----- Data

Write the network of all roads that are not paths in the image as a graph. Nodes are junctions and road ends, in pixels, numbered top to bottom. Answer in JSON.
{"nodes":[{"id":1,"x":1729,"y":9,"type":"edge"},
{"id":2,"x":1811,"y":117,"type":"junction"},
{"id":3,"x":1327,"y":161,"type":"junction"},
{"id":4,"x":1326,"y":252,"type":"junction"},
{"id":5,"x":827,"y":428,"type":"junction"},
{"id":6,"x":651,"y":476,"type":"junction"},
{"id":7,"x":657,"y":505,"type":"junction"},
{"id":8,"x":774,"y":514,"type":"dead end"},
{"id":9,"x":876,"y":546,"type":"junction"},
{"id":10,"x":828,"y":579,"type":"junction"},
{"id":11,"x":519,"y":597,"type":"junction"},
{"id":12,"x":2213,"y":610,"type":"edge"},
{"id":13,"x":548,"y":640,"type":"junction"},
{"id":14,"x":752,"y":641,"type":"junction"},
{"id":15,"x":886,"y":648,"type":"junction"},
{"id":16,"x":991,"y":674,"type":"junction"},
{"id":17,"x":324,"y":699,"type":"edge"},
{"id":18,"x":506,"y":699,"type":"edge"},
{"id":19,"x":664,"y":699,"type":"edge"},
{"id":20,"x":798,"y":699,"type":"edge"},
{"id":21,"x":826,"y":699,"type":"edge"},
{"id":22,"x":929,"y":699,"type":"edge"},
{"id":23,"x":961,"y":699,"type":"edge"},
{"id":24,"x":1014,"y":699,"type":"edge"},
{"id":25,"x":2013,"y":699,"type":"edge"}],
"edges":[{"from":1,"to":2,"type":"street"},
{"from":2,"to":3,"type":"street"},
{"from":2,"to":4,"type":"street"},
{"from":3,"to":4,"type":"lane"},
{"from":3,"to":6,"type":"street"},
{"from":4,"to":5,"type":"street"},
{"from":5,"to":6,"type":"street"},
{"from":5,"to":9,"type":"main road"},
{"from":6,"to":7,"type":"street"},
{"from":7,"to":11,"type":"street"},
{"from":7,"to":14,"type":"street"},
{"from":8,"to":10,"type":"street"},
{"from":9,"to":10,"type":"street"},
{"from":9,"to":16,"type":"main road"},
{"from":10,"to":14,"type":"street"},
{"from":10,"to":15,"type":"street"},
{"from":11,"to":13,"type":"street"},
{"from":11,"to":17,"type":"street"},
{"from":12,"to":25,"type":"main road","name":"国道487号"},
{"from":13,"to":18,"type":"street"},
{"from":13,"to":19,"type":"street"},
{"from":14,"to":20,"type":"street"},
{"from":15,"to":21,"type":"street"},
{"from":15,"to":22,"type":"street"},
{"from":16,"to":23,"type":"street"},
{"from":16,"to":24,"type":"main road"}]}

----------

◆ **Exercise goal**
Reproduce the material verbatim, line by line.

◆ **Answer**
Write the network of all roads that are not paths in the image as a graph. Nodes are junctions and road ends, in pixels, numbered top to bottom. Answer in JSON.
{"nodes":[{"id":1,"x":1729,"y":9,"type":"edge"},
{"id":2,"x":1811,"y":117,"type":"junction"},
{"id":3,"x":1327,"y":161,"type":"junction"},
{"id":4,"x":1326,"y":252,"type":"junction"},
{"id":5,"x":827,"y":428,"type":"junction"},
{"id":6,"x":651,"y":476,"type":"junction"},
{"id":7,"x":657,"y":505,"type":"junction"},
{"id":8,"x":774,"y":514,"type":"dead end"},
{"id":9,"x":876,"y":546,"type":"junction"},
{"id":10,"x":828,"y":579,"type":"junction"},
{"id":11,"x":519,"y":597,"type":"junction"},
{"id":12,"x":2213,"y":610,"type":"edge"},
{"id":13,"x":548,"y":640,"type":"junction"},
{"id":14,"x":752,"y":641,"type":"junction"},
{"id":15,"x":886,"y":648,"type":"junction"},
{"id":16,"x":991,"y":674,"type":"junction"},
{"id":17,"x":324,"y":699,"type":"edge"},
{"id":18,"x":506,"y":699,"type":"edge"},
{"id":19,"x":664,"y":699,"type":"edge"},
{"id":20,"x":798,"y":699,"type":"edge"},
{"id":21,"x":826,"y":699,"type":"edge"},
{"id":22,"x":929,"y":699,"type":"edge"},
{"id":23,"x":961,"y":699,"type":"edge"},
{"id":24,"x":1014,"y":699,"type":"edge"},
{"id":25,"x":2013,"y":699,"type":"edge"}],
"edges":[{"from":1,"to":2,"type":"street"},
{"from":2,"to":3,"type":"street"},
{"from":2,"to":4,"type":"street"},
{"from":3,"to":4,"type":"lane"},
{"from":3,"to":6,"type":"street"},
{"from":4,"to":5,"type":"street"},
{"from":5,"to":6,"type":"street"},
{"from":5,"to":9,"type":"main road"},
{"from":6,"to":7,"type":"street"},
{"from":7,"to":11,"type":"street"},
{"from":7,"to":14,"type":"street"},
{"from":8,"to":10,"type":"street"},
{"from":9,"to":10,"type":"street"},
{"from":9,"to":16,"type":"main road"},
{"from":10,"to":14,"type":"street"},
{"from":10,"to":15,"type":"street"},
{"from":11,"to":13,"type":"street"},
{"from":11,"to":17,"type":"street"},
{"from":12,"to":25,"type":"main road","name":"国道487号"},
{"from":13,"to":18,"type":"street"},
{"from":13,"to":19,"type":"street"},
{"from":14,"to":20,"type":"street"},
{"from":15,"to":21,"type":"street"},
{"from":15,"to":22,"type":"street"},
{"from":16,"to":23,"type":"street"},
{"from":16,"to":24,"type":"main road"}]}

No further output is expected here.